What this task involves:
The lines from the start of the listing through the line containing "Road topology of" should be printed exactly, and no other lines should be printed.

============================================================

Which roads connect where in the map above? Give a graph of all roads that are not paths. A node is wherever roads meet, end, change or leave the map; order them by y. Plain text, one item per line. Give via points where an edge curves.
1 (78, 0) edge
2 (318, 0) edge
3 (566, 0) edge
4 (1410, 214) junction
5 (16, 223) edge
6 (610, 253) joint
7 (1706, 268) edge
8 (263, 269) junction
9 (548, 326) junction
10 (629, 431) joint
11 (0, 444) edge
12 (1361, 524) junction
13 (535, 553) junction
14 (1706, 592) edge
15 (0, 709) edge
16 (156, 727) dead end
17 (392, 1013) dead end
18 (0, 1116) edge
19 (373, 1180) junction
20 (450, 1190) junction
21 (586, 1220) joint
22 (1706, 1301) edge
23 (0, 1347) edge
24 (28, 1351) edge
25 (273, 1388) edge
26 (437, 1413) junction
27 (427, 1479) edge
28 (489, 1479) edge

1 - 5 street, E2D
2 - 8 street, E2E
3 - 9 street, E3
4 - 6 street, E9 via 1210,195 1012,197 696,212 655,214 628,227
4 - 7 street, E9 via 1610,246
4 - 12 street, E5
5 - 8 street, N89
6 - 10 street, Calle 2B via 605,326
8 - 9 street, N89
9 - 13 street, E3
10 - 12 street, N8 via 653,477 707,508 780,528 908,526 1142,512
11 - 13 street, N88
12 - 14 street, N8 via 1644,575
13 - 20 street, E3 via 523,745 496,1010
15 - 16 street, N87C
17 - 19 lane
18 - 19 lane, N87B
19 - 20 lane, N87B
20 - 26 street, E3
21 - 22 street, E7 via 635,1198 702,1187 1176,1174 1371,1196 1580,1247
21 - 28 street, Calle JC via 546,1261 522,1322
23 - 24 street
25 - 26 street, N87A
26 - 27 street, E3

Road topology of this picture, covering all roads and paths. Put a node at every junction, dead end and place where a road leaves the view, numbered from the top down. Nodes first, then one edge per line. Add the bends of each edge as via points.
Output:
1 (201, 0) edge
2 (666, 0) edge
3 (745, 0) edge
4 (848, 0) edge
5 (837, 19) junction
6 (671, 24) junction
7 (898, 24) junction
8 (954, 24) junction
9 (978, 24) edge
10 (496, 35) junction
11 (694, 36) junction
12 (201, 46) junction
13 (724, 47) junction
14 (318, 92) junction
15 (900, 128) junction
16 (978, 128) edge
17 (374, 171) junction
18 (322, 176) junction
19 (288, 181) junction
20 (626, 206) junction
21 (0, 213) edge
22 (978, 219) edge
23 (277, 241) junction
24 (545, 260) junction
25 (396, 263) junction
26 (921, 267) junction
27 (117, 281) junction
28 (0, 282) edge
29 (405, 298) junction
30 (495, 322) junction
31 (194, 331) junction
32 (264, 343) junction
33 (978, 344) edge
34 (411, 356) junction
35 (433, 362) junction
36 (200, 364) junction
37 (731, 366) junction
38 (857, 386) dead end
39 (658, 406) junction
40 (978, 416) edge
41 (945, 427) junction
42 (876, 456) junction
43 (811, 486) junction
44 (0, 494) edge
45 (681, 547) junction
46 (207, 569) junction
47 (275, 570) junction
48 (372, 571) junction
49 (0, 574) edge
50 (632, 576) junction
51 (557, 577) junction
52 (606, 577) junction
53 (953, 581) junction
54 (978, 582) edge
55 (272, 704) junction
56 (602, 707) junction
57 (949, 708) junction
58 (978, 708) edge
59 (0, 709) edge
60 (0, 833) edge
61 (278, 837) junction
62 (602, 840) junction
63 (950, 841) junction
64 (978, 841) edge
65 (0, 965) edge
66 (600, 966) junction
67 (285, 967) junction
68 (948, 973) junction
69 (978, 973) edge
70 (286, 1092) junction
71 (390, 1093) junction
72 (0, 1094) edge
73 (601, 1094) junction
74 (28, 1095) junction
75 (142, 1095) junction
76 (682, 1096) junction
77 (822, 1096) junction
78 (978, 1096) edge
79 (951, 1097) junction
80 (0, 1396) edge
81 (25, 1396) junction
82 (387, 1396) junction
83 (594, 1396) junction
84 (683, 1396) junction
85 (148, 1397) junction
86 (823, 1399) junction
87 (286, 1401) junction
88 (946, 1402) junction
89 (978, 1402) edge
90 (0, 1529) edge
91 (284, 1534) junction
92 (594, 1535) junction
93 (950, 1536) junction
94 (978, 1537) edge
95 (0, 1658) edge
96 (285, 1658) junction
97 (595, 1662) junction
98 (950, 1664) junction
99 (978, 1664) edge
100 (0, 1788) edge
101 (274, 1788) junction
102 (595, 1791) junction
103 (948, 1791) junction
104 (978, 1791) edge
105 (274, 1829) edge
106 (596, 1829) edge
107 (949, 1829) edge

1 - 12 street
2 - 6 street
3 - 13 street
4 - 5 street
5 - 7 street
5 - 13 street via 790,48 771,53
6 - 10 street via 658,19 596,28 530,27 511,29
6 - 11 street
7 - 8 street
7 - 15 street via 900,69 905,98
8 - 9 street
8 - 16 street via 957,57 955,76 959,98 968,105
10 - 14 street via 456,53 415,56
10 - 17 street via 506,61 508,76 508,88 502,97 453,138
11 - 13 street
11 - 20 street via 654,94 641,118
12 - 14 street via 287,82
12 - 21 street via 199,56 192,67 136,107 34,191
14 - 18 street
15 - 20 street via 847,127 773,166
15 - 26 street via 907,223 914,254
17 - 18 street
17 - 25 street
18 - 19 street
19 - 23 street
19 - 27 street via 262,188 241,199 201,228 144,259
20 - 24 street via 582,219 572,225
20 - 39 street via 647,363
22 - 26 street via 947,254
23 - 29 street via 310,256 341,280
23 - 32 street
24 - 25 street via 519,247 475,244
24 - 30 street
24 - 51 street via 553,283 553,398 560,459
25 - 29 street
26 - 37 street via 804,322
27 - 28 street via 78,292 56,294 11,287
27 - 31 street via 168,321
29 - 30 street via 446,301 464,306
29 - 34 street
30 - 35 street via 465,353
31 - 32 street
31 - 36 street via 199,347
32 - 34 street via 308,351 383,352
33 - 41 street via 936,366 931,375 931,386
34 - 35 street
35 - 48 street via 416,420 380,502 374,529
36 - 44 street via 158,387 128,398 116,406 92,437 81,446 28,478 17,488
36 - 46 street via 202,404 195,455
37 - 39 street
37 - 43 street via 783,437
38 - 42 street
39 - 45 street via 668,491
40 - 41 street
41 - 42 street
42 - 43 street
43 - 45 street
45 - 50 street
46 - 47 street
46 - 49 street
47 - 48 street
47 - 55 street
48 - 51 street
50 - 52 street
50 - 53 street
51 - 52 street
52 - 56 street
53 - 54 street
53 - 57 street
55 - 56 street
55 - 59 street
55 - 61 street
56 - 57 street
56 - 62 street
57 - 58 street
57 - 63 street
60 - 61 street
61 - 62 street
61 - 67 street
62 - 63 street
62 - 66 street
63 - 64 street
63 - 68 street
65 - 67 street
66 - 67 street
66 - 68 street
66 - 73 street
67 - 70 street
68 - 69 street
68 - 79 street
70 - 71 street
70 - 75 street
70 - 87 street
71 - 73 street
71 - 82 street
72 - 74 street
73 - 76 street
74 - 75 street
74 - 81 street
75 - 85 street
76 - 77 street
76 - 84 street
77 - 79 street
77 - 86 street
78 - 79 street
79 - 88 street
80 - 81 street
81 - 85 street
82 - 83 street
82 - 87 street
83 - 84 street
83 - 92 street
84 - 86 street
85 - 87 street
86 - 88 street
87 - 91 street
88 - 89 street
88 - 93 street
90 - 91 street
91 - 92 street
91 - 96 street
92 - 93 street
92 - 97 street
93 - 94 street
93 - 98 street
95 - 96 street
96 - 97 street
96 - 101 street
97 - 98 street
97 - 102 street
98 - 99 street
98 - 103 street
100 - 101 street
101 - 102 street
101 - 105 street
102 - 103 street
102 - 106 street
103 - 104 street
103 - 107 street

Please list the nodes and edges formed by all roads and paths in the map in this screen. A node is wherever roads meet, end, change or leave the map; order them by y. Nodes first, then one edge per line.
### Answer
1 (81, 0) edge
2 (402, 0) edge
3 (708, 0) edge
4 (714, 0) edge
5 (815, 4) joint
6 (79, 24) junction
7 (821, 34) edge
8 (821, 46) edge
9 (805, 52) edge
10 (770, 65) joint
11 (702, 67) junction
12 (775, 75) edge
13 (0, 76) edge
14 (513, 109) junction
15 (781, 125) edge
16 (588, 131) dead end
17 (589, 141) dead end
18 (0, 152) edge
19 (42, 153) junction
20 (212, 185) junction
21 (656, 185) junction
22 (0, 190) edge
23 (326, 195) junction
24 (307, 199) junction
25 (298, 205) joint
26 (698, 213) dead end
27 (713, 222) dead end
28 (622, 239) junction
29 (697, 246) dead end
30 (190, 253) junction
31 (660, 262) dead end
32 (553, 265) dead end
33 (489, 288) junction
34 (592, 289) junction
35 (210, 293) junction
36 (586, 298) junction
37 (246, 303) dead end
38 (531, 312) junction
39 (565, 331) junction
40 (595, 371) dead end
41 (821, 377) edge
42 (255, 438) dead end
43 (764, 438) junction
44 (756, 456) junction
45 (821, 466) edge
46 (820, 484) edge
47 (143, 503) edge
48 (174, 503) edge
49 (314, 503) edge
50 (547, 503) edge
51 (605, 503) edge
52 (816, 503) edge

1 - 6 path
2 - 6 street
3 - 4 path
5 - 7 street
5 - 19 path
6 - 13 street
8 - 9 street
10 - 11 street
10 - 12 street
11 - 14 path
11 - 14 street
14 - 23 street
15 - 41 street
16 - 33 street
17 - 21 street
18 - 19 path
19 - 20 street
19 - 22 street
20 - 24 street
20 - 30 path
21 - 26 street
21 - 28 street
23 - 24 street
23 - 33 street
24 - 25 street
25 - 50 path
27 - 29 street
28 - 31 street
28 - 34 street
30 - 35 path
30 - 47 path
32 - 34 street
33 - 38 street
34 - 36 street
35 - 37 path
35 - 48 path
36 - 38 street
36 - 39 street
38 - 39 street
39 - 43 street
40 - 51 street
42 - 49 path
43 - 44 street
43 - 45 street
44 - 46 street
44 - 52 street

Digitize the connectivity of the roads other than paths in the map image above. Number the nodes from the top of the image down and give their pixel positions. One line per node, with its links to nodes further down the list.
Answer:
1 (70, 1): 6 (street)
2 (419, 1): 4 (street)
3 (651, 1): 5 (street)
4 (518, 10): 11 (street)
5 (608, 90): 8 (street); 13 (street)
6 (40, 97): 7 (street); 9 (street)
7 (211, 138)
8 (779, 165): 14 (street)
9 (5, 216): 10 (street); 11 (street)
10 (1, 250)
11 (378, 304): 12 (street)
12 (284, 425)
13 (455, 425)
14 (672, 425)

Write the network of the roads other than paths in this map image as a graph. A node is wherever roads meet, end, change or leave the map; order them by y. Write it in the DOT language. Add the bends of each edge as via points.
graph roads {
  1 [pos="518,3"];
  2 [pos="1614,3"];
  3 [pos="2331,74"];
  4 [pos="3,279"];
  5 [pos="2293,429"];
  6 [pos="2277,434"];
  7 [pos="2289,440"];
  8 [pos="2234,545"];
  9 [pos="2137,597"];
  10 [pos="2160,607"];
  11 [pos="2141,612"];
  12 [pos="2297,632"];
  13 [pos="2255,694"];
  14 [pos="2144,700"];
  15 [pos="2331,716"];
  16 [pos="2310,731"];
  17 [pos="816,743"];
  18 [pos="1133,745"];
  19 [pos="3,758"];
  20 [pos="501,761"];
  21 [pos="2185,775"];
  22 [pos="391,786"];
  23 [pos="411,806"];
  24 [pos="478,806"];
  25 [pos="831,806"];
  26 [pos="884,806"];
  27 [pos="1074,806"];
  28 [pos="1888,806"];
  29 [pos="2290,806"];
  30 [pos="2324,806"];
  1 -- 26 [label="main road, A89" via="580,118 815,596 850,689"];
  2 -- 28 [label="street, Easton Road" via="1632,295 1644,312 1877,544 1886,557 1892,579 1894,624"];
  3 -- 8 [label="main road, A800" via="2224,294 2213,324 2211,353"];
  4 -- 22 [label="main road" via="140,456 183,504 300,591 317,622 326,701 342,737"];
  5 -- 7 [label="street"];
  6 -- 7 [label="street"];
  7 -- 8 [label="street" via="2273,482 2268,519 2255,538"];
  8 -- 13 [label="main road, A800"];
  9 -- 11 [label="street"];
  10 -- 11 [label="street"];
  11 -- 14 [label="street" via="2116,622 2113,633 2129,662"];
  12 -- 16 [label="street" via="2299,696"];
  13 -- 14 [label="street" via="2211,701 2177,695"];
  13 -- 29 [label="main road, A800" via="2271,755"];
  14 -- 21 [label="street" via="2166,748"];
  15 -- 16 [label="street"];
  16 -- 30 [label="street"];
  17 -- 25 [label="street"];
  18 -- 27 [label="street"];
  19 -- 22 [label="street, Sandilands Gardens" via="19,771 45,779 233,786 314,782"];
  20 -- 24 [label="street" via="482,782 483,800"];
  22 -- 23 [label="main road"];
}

============================================================

Solution for this problem:
Which roads connect where in the map above? Give a graph of all roads that are not paths. A node is wherever roads meet, end, change or leave the map; order them by y. Plain text, one item per line. Give via points where an edge curves.
1 (78, 0) edge
2 (318, 0) edge
3 (566, 0) edge
4 (1410, 214) junction
5 (16, 223) edge
6 (610, 253) joint
7 (1706, 268) edge
8 (263, 269) junction
9 (548, 326) junction
10 (629, 431) joint
11 (0, 444) edge
12 (1361, 524) junction
13 (535, 553) junction
14 (1706, 592) edge
15 (0, 709) edge
16 (156, 727) dead end
17 (392, 1013) dead end
18 (0, 1116) edge
19 (373, 1180) junction
20 (450, 1190) junction
21 (586, 1220) joint
22 (1706, 1301) edge
23 (0, 1347) edge
24 (28, 1351) edge
25 (273, 1388) edge
26 (437, 1413) junction
27 (427, 1479) edge
28 (489, 1479) edge

1 - 5 street, E2D
2 - 8 street, E2E
3 - 9 street, E3
4 - 6 street, E9 via 1210,195 1012,197 696,212 655,214 628,227
4 - 7 street, E9 via 1610,246
4 - 12 street, E5
5 - 8 street, N89
6 - 10 street, Calle 2B via 605,326
8 - 9 street, N89
9 - 13 street, E3
10 - 12 street, N8 via 653,477 707,508 780,528 908,526 1142,512
11 - 13 street, N88
12 - 14 street, N8 via 1644,575
13 - 20 street, E3 via 523,745 496,1010
15 - 16 street, N87C
17 - 19 lane
18 - 19 lane, N87B
19 - 20 lane, N87B
20 - 26 street, E3
21 - 22 street, E7 via 635,1198 702,1187 1176,1174 1371,1196 1580,1247
21 - 28 street, Calle JC via 546,1261 522,1322
23 - 24 street
25 - 26 street, N87A
26 - 27 street, E3

Road topology of this picture, covering all roads and paths. Put a node at every junction, dead end and place where a road leaves the view, numbered from the top down. Nodes first, then one edge per line. Add the bends of each edge as via points.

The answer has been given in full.